Many DDR controllers improve their throughput by changing how they map a logical address to a DDR physical address, made up of the bank, row and column registers. A Memory Softmodel has a built-in configuration feature that allows different physical mappings to be translated back to a logical address, making it easier to check memory content via the backdoor interface. By experimenting with various memory mapping schemes, developers of DDR controller hardware and software can also explore how different memory mapping schemes impact the system throughput and determine the best configuration to maximize throughput for the anticipated memory traffic.
FEATURES OF A MEMORY SOFTMODEL
The Memory Softmodel is encapsulated with features such as wrappers to provide backdoor accesses to the main memory, to protocol specific configuration registers, and to the Memory Softmodel specific place and route constraints within a single package. This can simplify integration of the Memory Softmodel with any DUT system, so the Memory Softmodel can be directly used as a plug-and-play solution. Support of backdoor accesses to the on-board memory can be a used to load/unload memory images to the on-board DDR, which can be very useful in providing bulk memory storage for important scenarios such as validation of the system boot process.
Backdoor accesses to the protocol-specific configuration register can be very helpful to understand the current status of the Memory Softmodel mode register configurations. This provides a quick way of debugging to eliminate issues such as differences in the Memory Softmodel configuration compared to the expected configuration set by the controller. A Memory Softmodel can also be configured to overwrite some configurations via backdoor accesses, which otherwise would require a whole recompile of the design.
Optionally, a Memory Softmodel can be configured to inject errors by modifying its configuration using backdoor access. Normally an error isn’t expected to happen, but it is important to determine the system’s behavior in case of such errors. It helps in ensuring that the system can withstand and recover from the error conditions as expected and still be able to provide necessary performance for the workload. This can be used to make the system more robust to qualify for various usage scenarios.
Figure 3 - Using a Softmodel in an example
To conclude, consider the validation of an example SoC aimed at a mobile application. The required Android boot image can be loaded on the FPGA prototype on-board memory via backdoor accesses to the LPDDRx Memory Softmodel and then the DUT can immediately initiate the process of booting via reading back the boot image from memory.
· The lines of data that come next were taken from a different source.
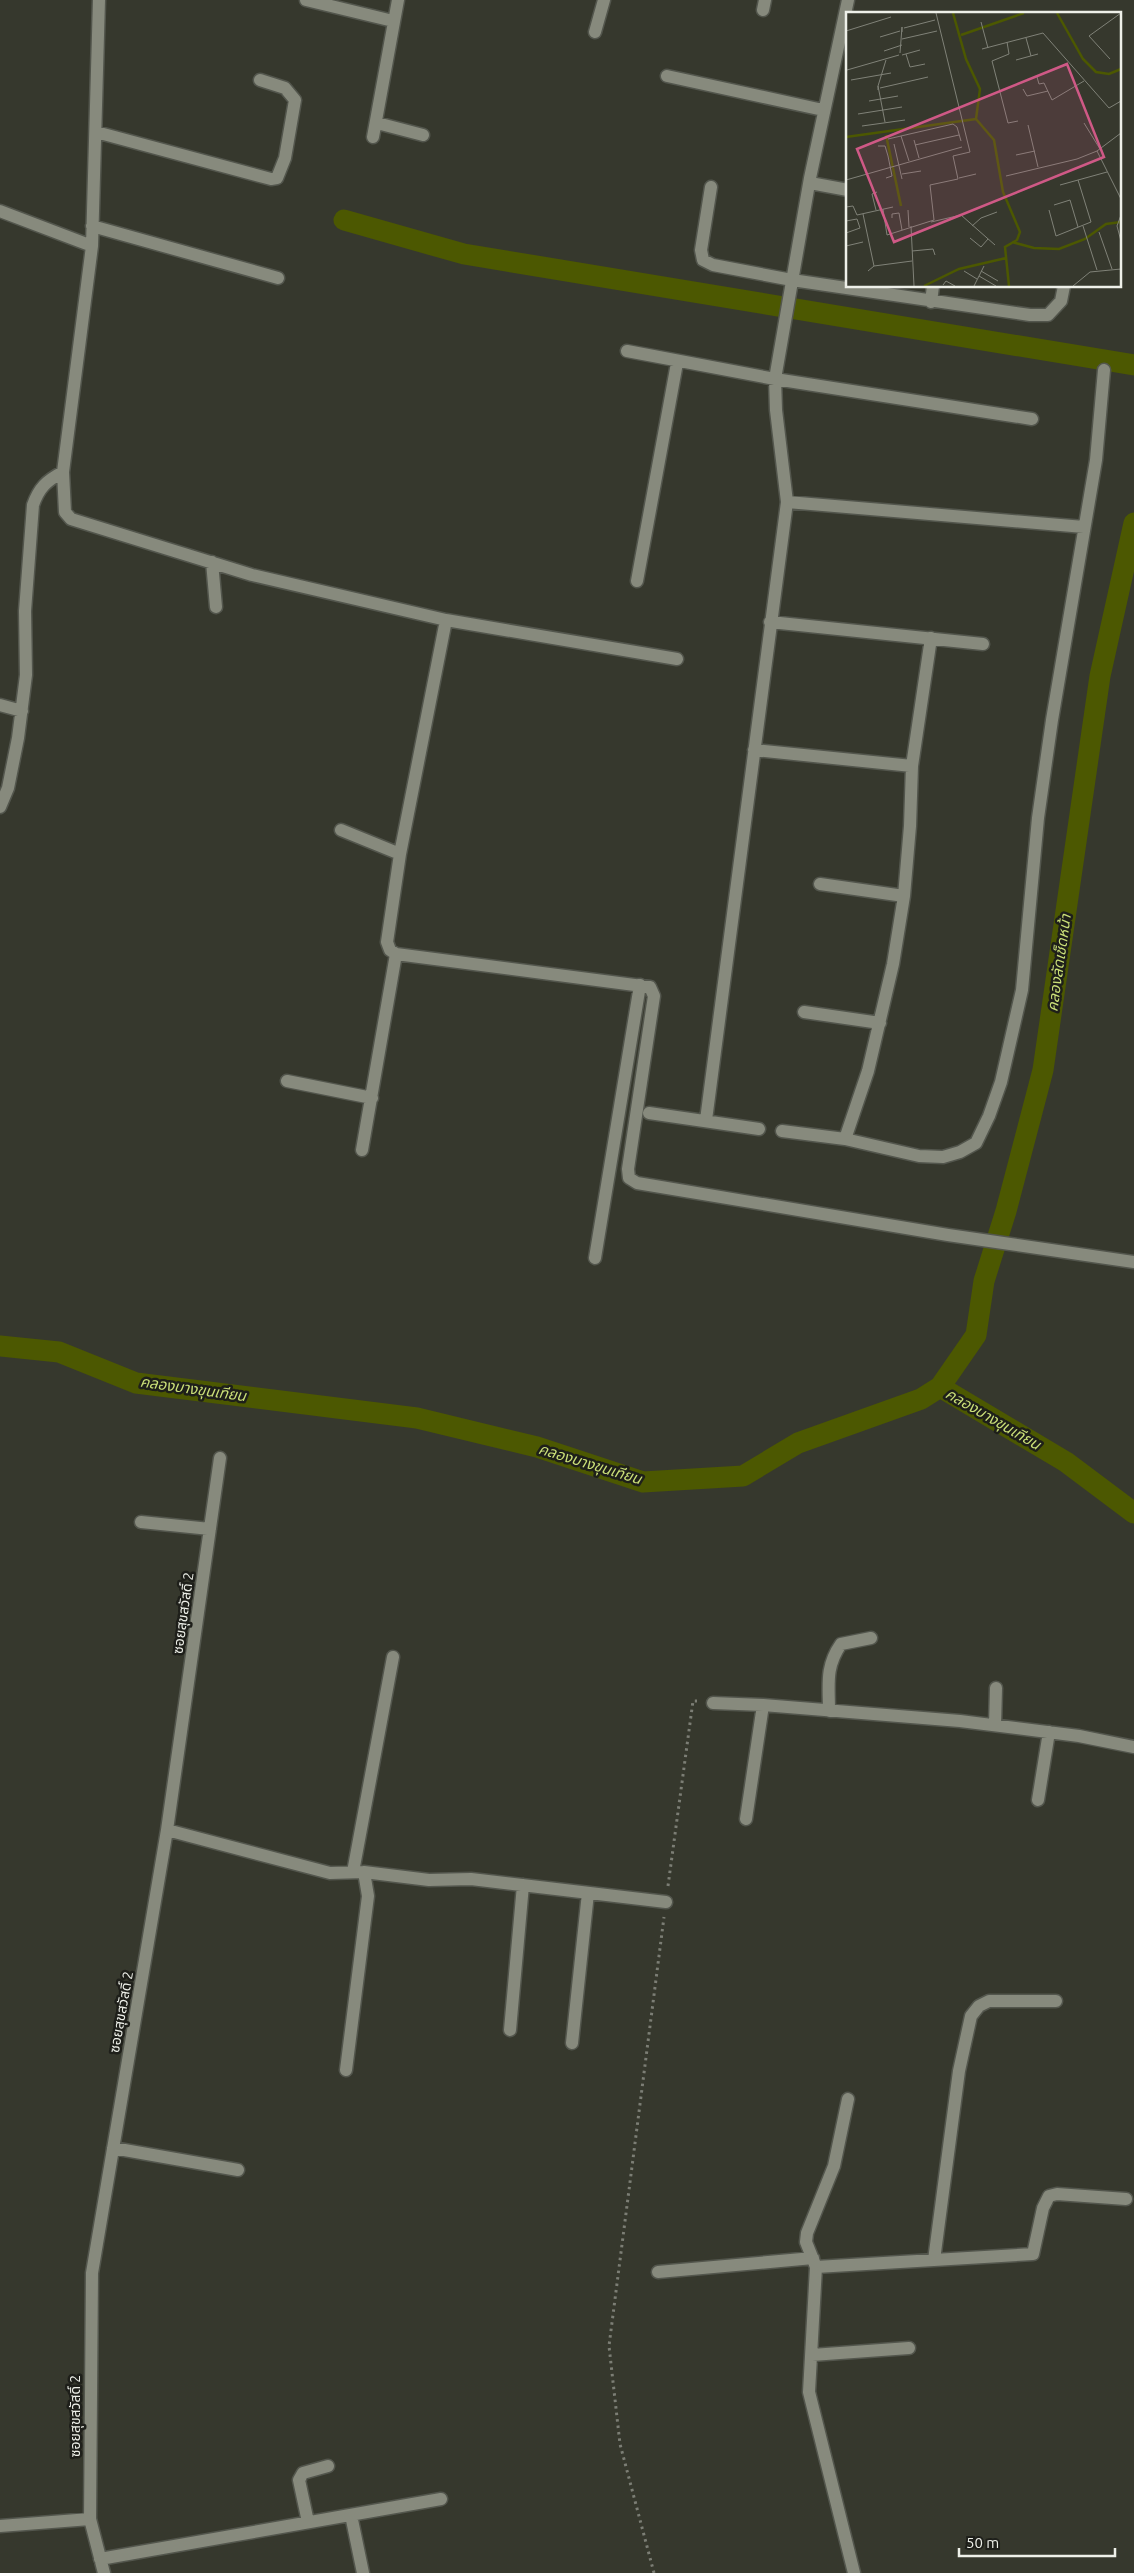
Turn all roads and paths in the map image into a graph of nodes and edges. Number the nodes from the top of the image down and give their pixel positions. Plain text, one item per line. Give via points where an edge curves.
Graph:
1 (99, 0) edge
2 (306, 0) edge
3 (398, 0) edge
4 (604, 0) edge
5 (393, 21) junction
6 (845, 26) edge
7 (595, 32) dead end
8 (667, 76) dead end
9 (260, 80) dead end
10 (823, 110) junction
11 (377, 123) junction
12 (96, 132) junction
13 (423, 135) dead end
14 (373, 137) dead end
15 (810, 184) junction
16 (711, 187) dead end
17 (846, 190) edge
18 (0, 211) edge
19 (92, 226) junction
20 (92, 246) junction
21 (278, 278) dead end
22 (792, 280) junction
23 (933, 288) edge
24 (1064, 288) edge
25 (931, 302) junction
26 (627, 351) dead end
27 (677, 363) junction
28 (1104, 370) dead end
29 (775, 379) junction
30 (1032, 418) dead end
31 (63, 472) junction
32 (787, 502) junction
33 (1084, 527) junction
34 (212, 562) junction
35 (637, 582) dead end
36 (216, 607) dead end
37 (446, 620) junction
38 (770, 622) junction
39 (931, 638) junction
40 (983, 644) dead end
41 (677, 660) dead end
42 (0, 705) edge
43 (22, 711) junction
44 (754, 750) junction
45 (912, 766) junction
46 (0, 808) edge
47 (341, 830) dead end
48 (400, 854) junction
49 (820, 884) dead end
50 (904, 896) junction
51 (396, 954) junction
52 (640, 985) junction
53 (804, 1012) dead end
54 (880, 1023) junction
55 (287, 1081) dead end
56 (372, 1098) junction
57 (649, 1113) dead end
58 (706, 1120) junction
59 (759, 1129) dead end
60 (782, 1131) dead end
61 (845, 1139) junction
62 (362, 1150) dead end
63 (594, 1258) dead end
64 (1134, 1262) edge
65 (220, 1458) dead end
66 (141, 1522) dead end
67 (210, 1529) junction
68 (871, 1638) dead end
69 (393, 1656) dead end
70 (996, 1688) dead end
71 (713, 1703) joint
72 (763, 1705) junction
73 (829, 1711) junction
74 (995, 1725) junction
75 (1049, 1732) junction
76 (1134, 1747) edge
77 (1038, 1800) dead end
78 (746, 1819) dead end
79 (168, 1830) junction
80 (359, 1872) junction
81 (523, 1885) junction
82 (588, 1893) junction
83 (666, 1902) junction
84 (1056, 2001) dead end
85 (510, 2030) dead end
86 (572, 2043) dead end
87 (346, 2070) dead end
88 (848, 2099) dead end
89 (113, 2148) junction
90 (238, 2170) dead end
91 (1126, 2198) dead end
92 (934, 2260) junction
93 (814, 2262) junction
94 (658, 2272) dead end
95 (909, 2348) dead end
96 (812, 2355) junction
97 (328, 2466) dead end
98 (441, 2499) dead end
99 (351, 2514) junction
100 (90, 2519) junction
101 (308, 2522) junction
102 (0, 2526) edge
103 (100, 2559) junction
104 (104, 2573) edge
105 (363, 2573) edge
106 (654, 2573) edge
107 (854, 2573) edge

1 - 12 street
2 - 5 street
3 - 5 street
4 - 7 street
5 - 11 street
6 - 10 street
8 - 10 street
9 - 12 street via 285,88 295,100 285,158 277,178 270,179
10 - 15 street
11 - 13 street
11 - 14 street
12 - 19 street
15 - 17 street
15 - 22 street
16 - 22 street via 701,250 703,260
18 - 20 street
19 - 20 street
19 - 21 street
20 - 31 street
22 - 25 street
22 - 29 street
23 - 25 street
24 - 25 street via 1062,301 1048,315 1030,316
26 - 27 street
27 - 29 street
27 - 35 street
28 - 33 street via 1096,460
29 - 30 street
29 - 32 street
31 - 34 street via 65,512 71,518
31 - 43 street via 38,490 33,505
32 - 33 street
32 - 38 street
33 - 61 street via 1038,818 1022,990 1001,1082 989,1116 976,1143 943,1157 919,1156
34 - 36 street
34 - 37 street
37 - 41 street
37 - 48 street
38 - 39 street
38 - 44 street
39 - 40 street
39 - 45 street
42 - 43 street
43 - 46 street via 8,788
44 - 45 street
44 - 58 street
45 - 50 street
47 - 48 street
48 - 51 street via 386,942
49 - 50 street
50 - 54 street
51 - 52 street
51 - 56 street
52 - 63 street
52 - 64 street via 650,987 654,996 629,1178 637,1182 948,1235
53 - 54 street
54 - 61 street
55 - 56 street
56 - 62 street
57 - 58 street
58 - 59 street
60 - 61 street
65 - 67 street, ซอยสุขสวัสดิ์ 2
66 - 67 street
67 - 79 street, ซอยสุขสวัสดิ์ 2
68 - 73 street via 841,1644 832,1657 828,1668
69 - 80 street
70 - 74 street
71 - 72 street
71 - 83 path via 693,1701
72 - 73 street
72 - 78 street
73 - 74 street
74 - 75 street
75 - 76 street
75 - 77 street
79 - 80 street via 330,1873
79 - 89 street, ซอยสุขสวัสดิ์ 2
80 - 81 street
80 - 87 street via 368,1896
81 - 82 street
81 - 85 street
82 - 83 street
82 - 86 street
83 - 106 path via 609,2346 620,2444
84 - 92 street via 989,2001 979,2006 971,2016 959,2071
88 - 93 street via 834,2166 806,2233
89 - 90 street
89 - 100 street, ซอยสุขสวัสดิ์ 2 via 92,2273
91 - 92 street via 1053,2194 1045,2200 1034,2254
92 - 93 street
93 - 94 street
93 - 96 street
95 - 96 street
96 - 107 street via 809,2392
97 - 101 street via 303,2473 299,2480
98 - 99 street
99 - 101 street
99 - 105 street
100 - 102 street
100 - 103 street, ซอยสุขสวัสดิ์ 2
101 - 103 street
103 - 104 street, ซอยสุขสวัสดิ์ 2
After booting is completed, the system can be run under different traffic scenarios to determine if it can handle different workloads as expected and is able to meet its performance requirement under such workloads. If not, configuring the system with different memory latencies can be used to characterize the system’s throughput with each value of latency. This can be helpful in making decisions for any possible design change. Even in the case of the system’s meeting its throughput requirements, further optimization is possible to achieve the best possible throughput. In cases where different blocks of the system are still under development, software validation can still be started early by replacing the memory sub-system with an AXI-slave Softmodel. Software executables can be converted into hex which is fed to the system to generate required application-specific scenarios.
Mentor’s Veloce Prototyping System (VPS) provides an expansive library of Memory Softmodels with generic and protocol-specific solutions for these applications. Since these Memory Softmodels are in compliance with the protocol specification, they can also be retargeted to run on Mentor’s Veloce emulation platform.